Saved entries
::::

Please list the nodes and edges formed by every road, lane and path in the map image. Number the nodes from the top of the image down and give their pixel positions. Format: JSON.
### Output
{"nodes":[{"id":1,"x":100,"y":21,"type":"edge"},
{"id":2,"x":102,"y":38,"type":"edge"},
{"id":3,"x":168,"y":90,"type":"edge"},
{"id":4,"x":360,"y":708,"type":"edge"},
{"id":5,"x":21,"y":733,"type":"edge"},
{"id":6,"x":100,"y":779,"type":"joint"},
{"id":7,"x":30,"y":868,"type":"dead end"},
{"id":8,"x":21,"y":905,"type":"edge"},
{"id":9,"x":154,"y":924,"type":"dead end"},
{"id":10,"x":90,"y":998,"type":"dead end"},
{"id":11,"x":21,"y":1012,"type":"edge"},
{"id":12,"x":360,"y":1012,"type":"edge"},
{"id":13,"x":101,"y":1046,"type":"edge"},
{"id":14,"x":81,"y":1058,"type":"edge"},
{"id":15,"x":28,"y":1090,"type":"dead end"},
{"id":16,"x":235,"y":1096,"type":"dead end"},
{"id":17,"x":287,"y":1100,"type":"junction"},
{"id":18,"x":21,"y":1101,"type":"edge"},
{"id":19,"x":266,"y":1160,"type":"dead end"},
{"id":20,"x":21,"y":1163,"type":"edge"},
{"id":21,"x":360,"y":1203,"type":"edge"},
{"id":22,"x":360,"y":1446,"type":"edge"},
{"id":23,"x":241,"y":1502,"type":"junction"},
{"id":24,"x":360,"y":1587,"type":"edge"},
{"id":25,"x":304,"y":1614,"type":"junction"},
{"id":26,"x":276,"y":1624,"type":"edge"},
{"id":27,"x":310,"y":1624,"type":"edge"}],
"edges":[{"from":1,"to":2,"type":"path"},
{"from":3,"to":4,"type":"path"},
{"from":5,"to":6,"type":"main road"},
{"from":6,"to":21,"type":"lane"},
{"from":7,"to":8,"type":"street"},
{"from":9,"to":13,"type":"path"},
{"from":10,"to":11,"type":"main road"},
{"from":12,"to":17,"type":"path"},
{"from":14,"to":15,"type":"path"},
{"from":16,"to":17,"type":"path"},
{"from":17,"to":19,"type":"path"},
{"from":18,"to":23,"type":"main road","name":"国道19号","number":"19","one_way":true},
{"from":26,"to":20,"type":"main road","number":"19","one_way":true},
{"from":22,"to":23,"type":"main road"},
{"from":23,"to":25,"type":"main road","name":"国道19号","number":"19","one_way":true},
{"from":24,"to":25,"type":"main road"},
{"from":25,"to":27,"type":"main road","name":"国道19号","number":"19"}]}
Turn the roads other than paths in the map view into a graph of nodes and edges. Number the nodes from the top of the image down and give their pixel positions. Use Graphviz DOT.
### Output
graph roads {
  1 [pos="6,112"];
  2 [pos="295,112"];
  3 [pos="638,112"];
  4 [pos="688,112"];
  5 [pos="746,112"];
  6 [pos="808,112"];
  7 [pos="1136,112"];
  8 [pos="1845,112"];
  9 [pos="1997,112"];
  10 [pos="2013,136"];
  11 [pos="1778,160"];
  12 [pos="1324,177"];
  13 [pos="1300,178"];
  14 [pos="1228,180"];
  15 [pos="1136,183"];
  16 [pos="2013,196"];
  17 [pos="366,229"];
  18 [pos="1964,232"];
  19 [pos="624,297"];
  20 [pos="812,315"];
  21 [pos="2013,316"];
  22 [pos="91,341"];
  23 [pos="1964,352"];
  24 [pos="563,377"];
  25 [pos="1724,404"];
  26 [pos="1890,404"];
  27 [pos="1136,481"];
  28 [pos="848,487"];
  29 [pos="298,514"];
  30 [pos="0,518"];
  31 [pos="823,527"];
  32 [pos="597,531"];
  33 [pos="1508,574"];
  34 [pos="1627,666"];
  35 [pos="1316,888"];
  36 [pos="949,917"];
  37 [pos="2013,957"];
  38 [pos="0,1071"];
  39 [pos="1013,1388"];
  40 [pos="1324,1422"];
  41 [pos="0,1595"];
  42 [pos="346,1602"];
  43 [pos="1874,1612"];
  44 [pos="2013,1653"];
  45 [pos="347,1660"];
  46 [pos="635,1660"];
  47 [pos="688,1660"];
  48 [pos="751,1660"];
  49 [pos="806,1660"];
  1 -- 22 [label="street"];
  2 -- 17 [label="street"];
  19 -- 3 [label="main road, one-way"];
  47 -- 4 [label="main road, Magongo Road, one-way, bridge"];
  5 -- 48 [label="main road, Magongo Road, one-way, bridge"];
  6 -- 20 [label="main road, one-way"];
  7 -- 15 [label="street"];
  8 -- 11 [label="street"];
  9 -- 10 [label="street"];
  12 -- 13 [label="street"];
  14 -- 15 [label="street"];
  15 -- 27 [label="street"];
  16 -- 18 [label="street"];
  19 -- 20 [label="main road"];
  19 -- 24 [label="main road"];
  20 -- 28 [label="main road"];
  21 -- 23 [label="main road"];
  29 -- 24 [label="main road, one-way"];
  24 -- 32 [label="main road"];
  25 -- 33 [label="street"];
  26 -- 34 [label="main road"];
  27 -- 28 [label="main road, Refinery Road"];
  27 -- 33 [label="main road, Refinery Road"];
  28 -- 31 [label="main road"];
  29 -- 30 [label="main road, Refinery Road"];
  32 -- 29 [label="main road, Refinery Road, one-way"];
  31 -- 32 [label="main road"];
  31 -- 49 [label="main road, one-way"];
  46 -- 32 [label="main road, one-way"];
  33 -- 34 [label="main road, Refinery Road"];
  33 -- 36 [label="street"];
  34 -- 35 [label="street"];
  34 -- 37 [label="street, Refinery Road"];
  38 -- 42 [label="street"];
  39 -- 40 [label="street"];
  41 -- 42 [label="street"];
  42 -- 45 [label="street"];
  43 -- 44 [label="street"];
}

::::

EXERCISE GOAL: Would you return the full set of entries, unchanged in every detail?

OUTPUT OF THE TASK:
Please list the nodes and edges formed by every road, lane and path in the map image. Number the nodes from the top of the image down and give their pixel positions. Format: JSON.
### Output
{"nodes":[{"id":1,"x":100,"y":21,"type":"edge"},
{"id":2,"x":102,"y":38,"type":"edge"},
{"id":3,"x":168,"y":90,"type":"edge"},
{"id":4,"x":360,"y":708,"type":"edge"},
{"id":5,"x":21,"y":733,"type":"edge"},
{"id":6,"x":100,"y":779,"type":"joint"},
{"id":7,"x":30,"y":868,"type":"dead end"},
{"id":8,"x":21,"y":905,"type":"edge"},
{"id":9,"x":154,"y":924,"type":"dead end"},
{"id":10,"x":90,"y":998,"type":"dead end"},
{"id":11,"x":21,"y":1012,"type":"edge"},
{"id":12,"x":360,"y":1012,"type":"edge"},
{"id":13,"x":101,"y":1046,"type":"edge"},
{"id":14,"x":81,"y":1058,"type":"edge"},
{"id":15,"x":28,"y":1090,"type":"dead end"},
{"id":16,"x":235,"y":1096,"type":"dead end"},
{"id":17,"x":287,"y":1100,"type":"junction"},
{"id":18,"x":21,"y":1101,"type":"edge"},
{"id":19,"x":266,"y":1160,"type":"dead end"},
{"id":20,"x":21,"y":1163,"type":"edge"},
{"id":21,"x":360,"y":1203,"type":"edge"},
{"id":22,"x":360,"y":1446,"type":"edge"},
{"id":23,"x":241,"y":1502,"type":"junction"},
{"id":24,"x":360,"y":1587,"type":"edge"},
{"id":25,"x":304,"y":1614,"type":"junction"},
{"id":26,"x":276,"y":1624,"type":"edge"},
{"id":27,"x":310,"y":1624,"type":"edge"}],
"edges":[{"from":1,"to":2,"type":"path"},
{"from":3,"to":4,"type":"path"},
{"from":5,"to":6,"type":"main road"},
{"from":6,"to":21,"type":"lane"},
{"from":7,"to":8,"type":"street"},
{"from":9,"to":13,"type":"path"},
{"from":10,"to":11,"type":"main road"},
{"from":12,"to":17,"type":"path"},
{"from":14,"to":15,"type":"path"},
{"from":16,"to":17,"type":"path"},
{"from":17,"to":19,"type":"path"},
{"from":18,"to":23,"type":"main road","name":"国道19号","number":"19","one_way":true},
{"from":26,"to":20,"type":"main road","number":"19","one_way":true},
{"from":22,"to":23,"type":"main road"},
{"from":23,"to":25,"type":"main road","name":"国道19号","number":"19","one_way":true},
{"from":24,"to":25,"type":"main road"},
{"from":25,"to":27,"type":"main road","name":"国道19号","number":"19"}]}
Turn the roads other than paths in the map view into a graph of nodes and edges. Number the nodes from the top of the image down and give their pixel positions. Use Graphviz DOT.
### Output
graph roads {
  1 [pos="6,112"];
  2 [pos="295,112"];
  3 [pos="638,112"];
  4 [pos="688,112"];
  5 [pos="746,112"];
  6 [pos="808,112"];
  7 [pos="1136,112"];
  8 [pos="1845,112"];
  9 [pos="1997,112"];
  10 [pos="2013,136"];
  11 [pos="1778,160"];
  12 [pos="1324,177"];
  13 [pos="1300,178"];
  14 [pos="1228,180"];
  15 [pos="1136,183"];
  16 [pos="2013,196"];
  17 [pos="366,229"];
  18 [pos="1964,232"];
  19 [pos="624,297"];
  20 [pos="812,315"];
  21 [pos="2013,316"];
  22 [pos="91,341"];
  23 [pos="1964,352"];
  24 [pos="563,377"];
  25 [pos="1724,404"];
  26 [pos="1890,404"];
  27 [pos="1136,481"];
  28 [pos="848,487"];
  29 [pos="298,514"];
  30 [pos="0,518"];
  31 [pos="823,527"];
  32 [pos="597,531"];
  33 [pos="1508,574"];
  34 [pos="1627,666"];
  35 [pos="1316,888"];
  36 [pos="949,917"];
  37 [pos="2013,957"];
  38 [pos="0,1071"];
  39 [pos="1013,1388"];
  40 [pos="1324,1422"];
  41 [pos="0,1595"];
  42 [pos="346,1602"];
  43 [pos="1874,1612"];
  44 [pos="2013,1653"];
  45 [pos="347,1660"];
  46 [pos="635,1660"];
  47 [pos="688,1660"];
  48 [pos="751,1660"];
  49 [pos="806,1660"];
  1 -- 22 [label="street"];
  2 -- 17 [label="street"];
  19 -- 3 [label="main road, one-way"];
  47 -- 4 [label="main road, Magongo Road, one-way, bridge"];
  5 -- 48 [label="main road, Magongo Road, one-way, bridge"];
  6 -- 20 [label="main road, one-way"];
  7 -- 15 [label="street"];
  8 -- 11 [label="street"];
  9 -- 10 [label="street"];
  12 -- 13 [label="street"];
  14 -- 15 [label="street"];
  15 -- 27 [label="street"];
  16 -- 18 [label="street"];
  19 -- 20 [label="main road"];
  19 -- 24 [label="main road"];
  20 -- 28 [label="main road"];
  21 -- 23 [label="main road"];
  29 -- 24 [label="main road, one-way"];
  24 -- 32 [label="main road"];
  25 -- 33 [label="street"];
  26 -- 34 [label="main road"];
  27 -- 28 [label="main road, Refinery Road"];
  27 -- 33 [label="main road, Refinery Road"];
  28 -- 31 [label="main road"];
  29 -- 30 [label="main road, Refinery Road"];
  32 -- 29 [label="main road, Refinery Road, one-way"];
  31 -- 32 [label="main road"];
  31 -- 49 [label="main road, one-way"];
  46 -- 32 [label="main road, one-way"];
  33 -- 34 [label="main road, Refinery Road"];
  33 -- 36 [label="street"];
  34 -- 35 [label="street"];
  34 -- 37 [label="street, Refinery Road"];
  38 -- 42 [label="street"];
  39 -- 40 [label="street"];
  41 -- 42 [label="street"];
  42 -- 45 [label="street"];
  43 -- 44 [label="street"];
}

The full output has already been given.